Kafamı yana döndürüp gözlerine umursamadığımı belirtir şekilde baktım. "Pek umrumda gibi gözükmüyor, başka bir şey var mı?" Elini koluma atıp tırnaklarını geçirdi. İçindeki kaplanı çıkartmaya mı çalışıyordu? Eğilip hala kolumu sıkan parmağına öpücük kondurdum ve suratıma doğru gelen küçük su taneleri ile geri çekildim.

Hangi itfaiye musluğu olan kişi su püskürtüyordu? Masadan peçete alıp yüzümü sildim ve alttan alttan suçlulukla bakan Jungkook'a döndüm. "Yarın hortum olarak işe başlamak ister misin? Güzel su püskürtüyorsun."

"Bıraksak sevişeceksiniz, masadasınız lan." diye ayaklandı. Önümüzdeki yemekleri gösterdi. "Yemek var yemek çarpılacaksınız."

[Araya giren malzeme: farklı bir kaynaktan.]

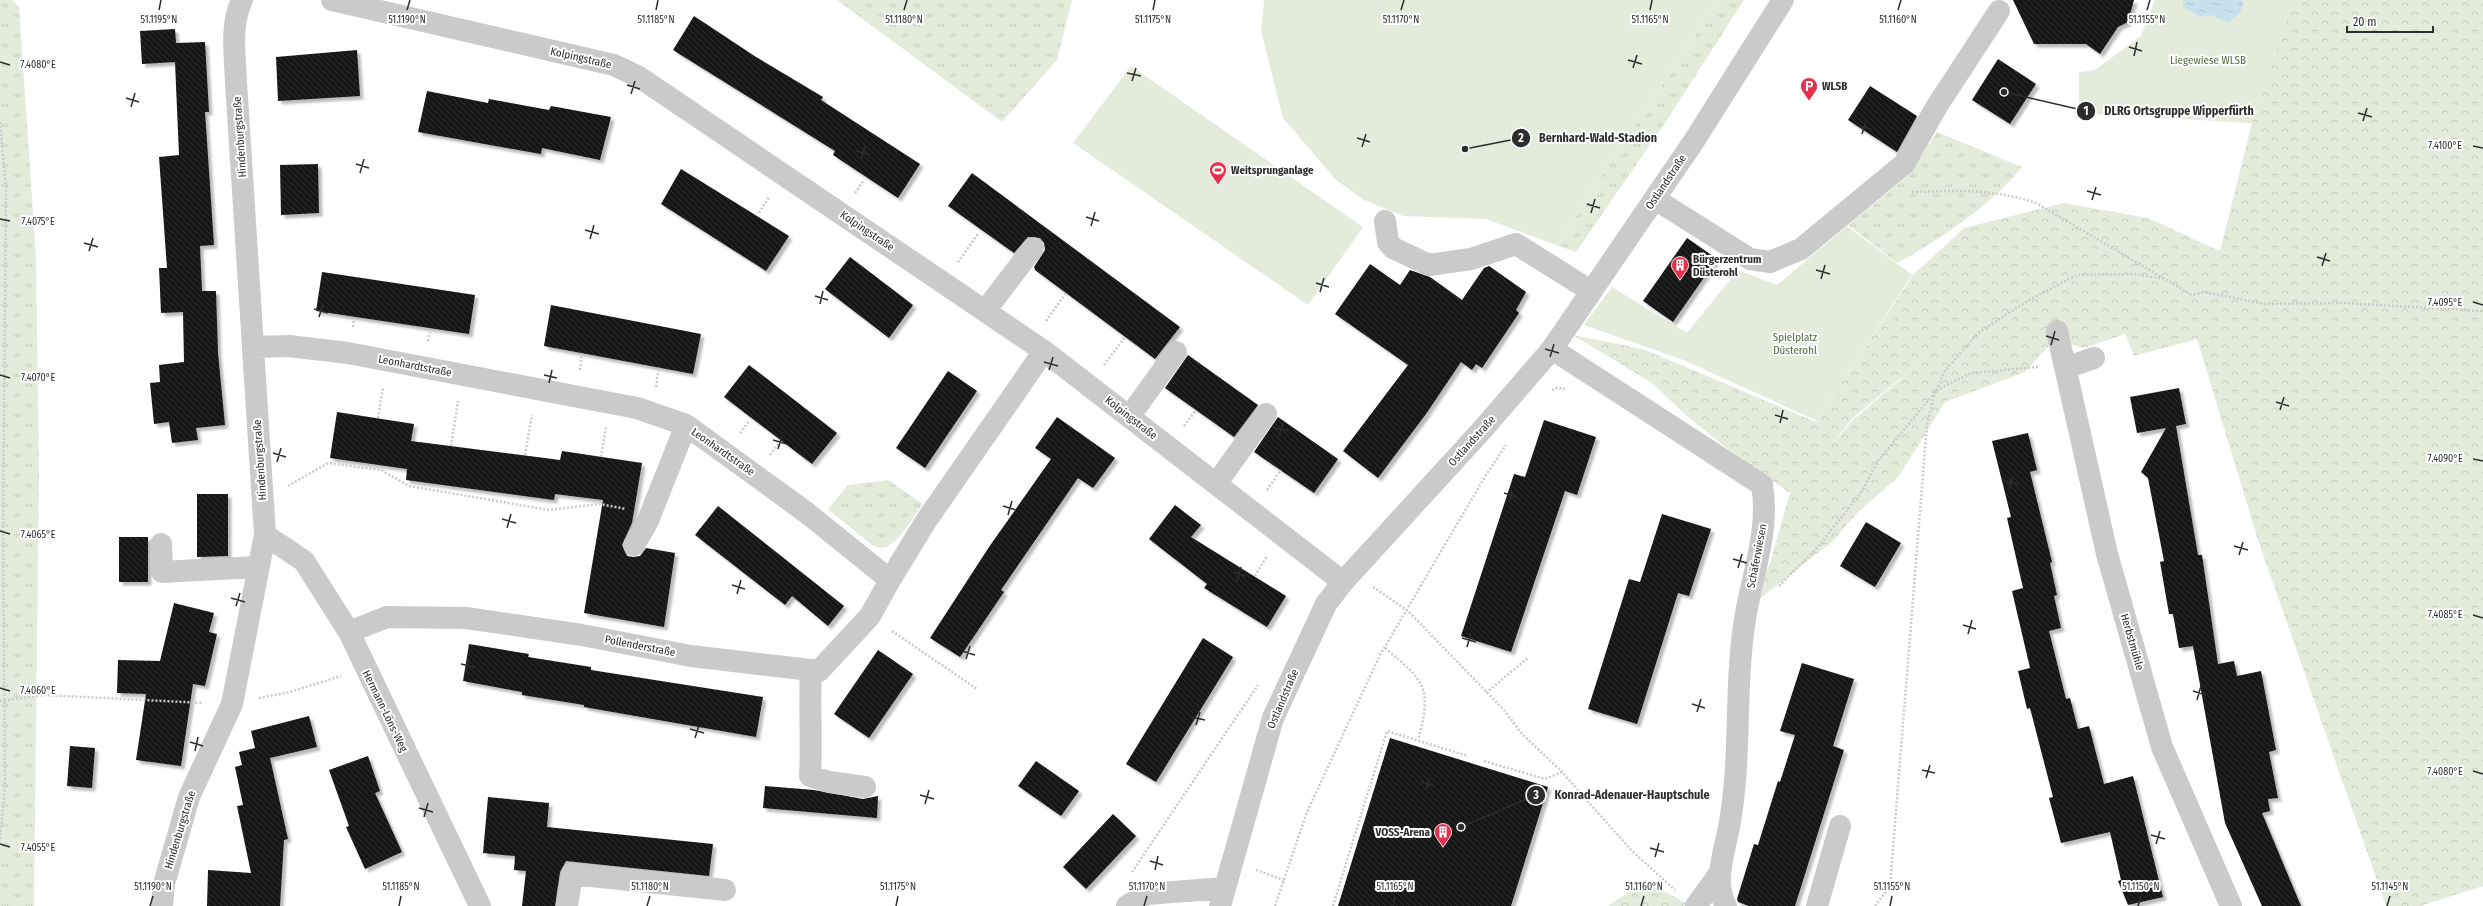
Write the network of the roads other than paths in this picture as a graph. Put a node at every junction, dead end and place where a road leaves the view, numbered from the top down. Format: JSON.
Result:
{"nodes":[{"id":1,"x":242,"y":0,"type":"edge"},
{"id":2,"x":332,"y":0,"type":"edge"},
{"id":3,"x":1783,"y":0,"type":"edge"},
{"id":4,"x":1999,"y":11,"type":"dead end"},
{"id":5,"x":1655,"y":199,"type":"junction"},
{"id":6,"x":1385,"y":221,"type":"dead end"},
{"id":7,"x":1033,"y":248,"type":"dead end"},
{"id":8,"x":1592,"y":291,"type":"junction"},
{"id":9,"x":985,"y":311,"type":"junction"},
{"id":10,"x":2056,"y":331,"type":"dead end"},
{"id":11,"x":254,"y":347,"type":"junction"},
{"id":12,"x":1037,"y":347,"type":"junction"},
{"id":13,"x":1552,"y":349,"type":"junction"},
{"id":14,"x":1176,"y":352,"type":"dead end"},
{"id":15,"x":2094,"y":358,"type":"dead end"},
{"id":16,"x":2065,"y":368,"type":"junction"},
{"id":17,"x":1266,"y":414,"type":"dead end"},
{"id":18,"x":1129,"y":417,"type":"junction"},
{"id":19,"x":686,"y":425,"type":"junction"},
{"id":20,"x":1216,"y":484,"type":"junction"},
{"id":21,"x":265,"y":535,"type":"junction"},
{"id":22,"x":161,"y":544,"type":"dead end"},
{"id":23,"x":634,"y":545,"type":"dead end"},
{"id":24,"x":258,"y":567,"type":"junction"},
{"id":25,"x":890,"y":580,"type":"junction"},
{"id":26,"x":1342,"y":582,"type":"junction"},
{"id":27,"x":349,"y":632,"type":"junction"},
{"id":28,"x":811,"y":670,"type":"junction"},
{"id":29,"x":865,"y":787,"type":"dead end"},
{"id":30,"x":1840,"y":826,"type":"dead end"},
{"id":31,"x":1719,"y":874,"type":"junction"},
{"id":32,"x":725,"y":890,"type":"dead end"},
{"id":33,"x":1223,"y":897,"type":"edge"},
{"id":34,"x":162,"y":906,"type":"edge"},
{"id":35,"x":480,"y":906,"type":"edge"},
{"id":36,"x":567,"y":906,"type":"edge"},
{"id":37,"x":1127,"y":906,"type":"edge"},
{"id":38,"x":1696,"y":906,"type":"edge"},
{"id":39,"x":1726,"y":906,"type":"edge"},
{"id":40,"x":1817,"y":906,"type":"edge"},
{"id":41,"x":2231,"y":906,"type":"edge"}],
"edges":[{"from":1,"to":11,"type":"street","name":"Hindenburgstraße"},
{"from":2,"to":9,"type":"street","name":"Kolpingstraße"},
{"from":3,"to":5,"type":"street","name":"Ostlandstraße"},
{"from":4,"to":5,"type":"street"},
{"from":5,"to":8,"type":"street","name":"Ostlandstraße"},
{"from":6,"to":8,"type":"street"},
{"from":7,"to":9,"type":"street"},
{"from":8,"to":13,"type":"street","name":"Ostlandstraße"},
{"from":9,"to":12,"type":"street","name":"Kolpingstraße"},
{"from":10,"to":16,"type":"street","name":"Herbstmühle"},
{"from":11,"to":19,"type":"street","name":"Leonhardtstraße"},
{"from":11,"to":21,"type":"street","name":"Hindenburgstraße"},
{"from":12,"to":18,"type":"street","name":"Kolpingstraße"},
{"from":12,"to":25,"type":"street"},
{"from":13,"to":26,"type":"street","name":"Ostlandstraße"},
{"from":13,"to":31,"type":"street","name":"Schäferwiesen"},
{"from":14,"to":18,"type":"street"},
{"from":15,"to":16,"type":"street"},
{"from":16,"to":41,"type":"street","name":"Herbstmühle"},
{"from":17,"to":20,"type":"street"},
{"from":18,"to":20,"type":"street","name":"Kolpingstraße"},
{"from":19,"to":23,"type":"street"},
{"from":19,"to":25,"type":"street","name":"Leonhardtstraße"},
{"from":20,"to":26,"type":"street","name":"Kolpingstraße"},
{"from":21,"to":24,"type":"street","name":"Hindenburgstraße"},
{"from":21,"to":27,"type":"street","name":"Hermann-Löns-Weg"},
{"from":22,"to":24,"type":"street"},
{"from":24,"to":34,"type":"street","name":"Hindenburgstraße"},
{"from":25,"to":28,"type":"street"},
{"from":26,"to":33,"type":"street","name":"Ostlandstraße"},
{"from":27,"to":28,"type":"street","name":"Pollenderstraße"},
{"from":27,"to":35,"type":"street","name":"Hermann-Löns-Weg"},
{"from":28,"to":29,"type":"street"},
{"from":30,"to":40,"type":"street"},
{"from":31,"to":38,"type":"street"},
{"from":31,"to":39,"type":"street"},
{"from":32,"to":36,"type":"street"},
{"from":33,"to":37,"type":"street"}]}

Masanın altından bacağına bir tane geçirdim ve acıyla inlemesine neden oldum. "En azından değer biliyorum." dedim. Herkes neyden bahsettiğimi biliyordu ve bu dediklerim tüm masanın susmasına neden olmuştu. Kabul, biraz ağır olmuştu ama bunları yüzüne vurmadan asla adım atacağını düşünmüyordum. Fakat niye bir anda böyle çıkıştığımı bilmiyordum.

"Haklısın." diye fısıldadı başını yere eğip. Gözleri Jimin'in ellerindeydi.

Sonra Lisa konuyu değiştirdi. "İs bize kendinden bahseder misin biraz?" dedi. İyi ki değiştirmişti konuyu.

İs ağızındaki yemeği yutup heyecanla konuşmaya başladı. "Ben İs, gerçek adım Park Younha ama İs ile seslenmenizi tercih ederim. Alanım kalkan ve görevim SeokJin'e koruma olmak. Buraya gelmeden önce başka bir evrendeydim, buraya geldikten on yıl sonra bu görevi kabul ettim. Evren değiştirme nedenim arkadaşlarımla toplu olarak başka yerler görmekti ama bu çok zorlayıcıydı." Soluklanıp bir bardak su içti. O kadar tatlıydı ki kilo alınca açığa çıkan tombul yanaklarını sıkasım vardı.

"Hazır herkes buradayken Jin'in melek olarak görevini açıklamak istiyorum. Seni kaçırdıkları kalede gizli bir mahzen var ve orada bir taş bulunuyor. Tüm ölü ruhları bu taş ile yönetip güç veriyorlar, görevin bu taşı parçalamak."

Onu dikkatle dinlerken sadece gördüklerim kadarından bile oranın ne kadar üst düzeyde korunduğunu tahmin edebiliyordum. Her oda başına iki asker düşüyordu ve eminim ki gördüklerim hiçbir şeydi, daha fazlasıydılar. Bu yüzden tüm hamlelerimizi sıraya koyup kusursuz şekilde gerçekleştirmeliydik. "Ben oradayken her oda başına iki asker dikmişlerdi, gördüklerimin iki katı kadar olduklarından eminim. Jisoo o mekanı patlatmalıyız, baş adamları ölmezse durumumuz daha da zorlaşır."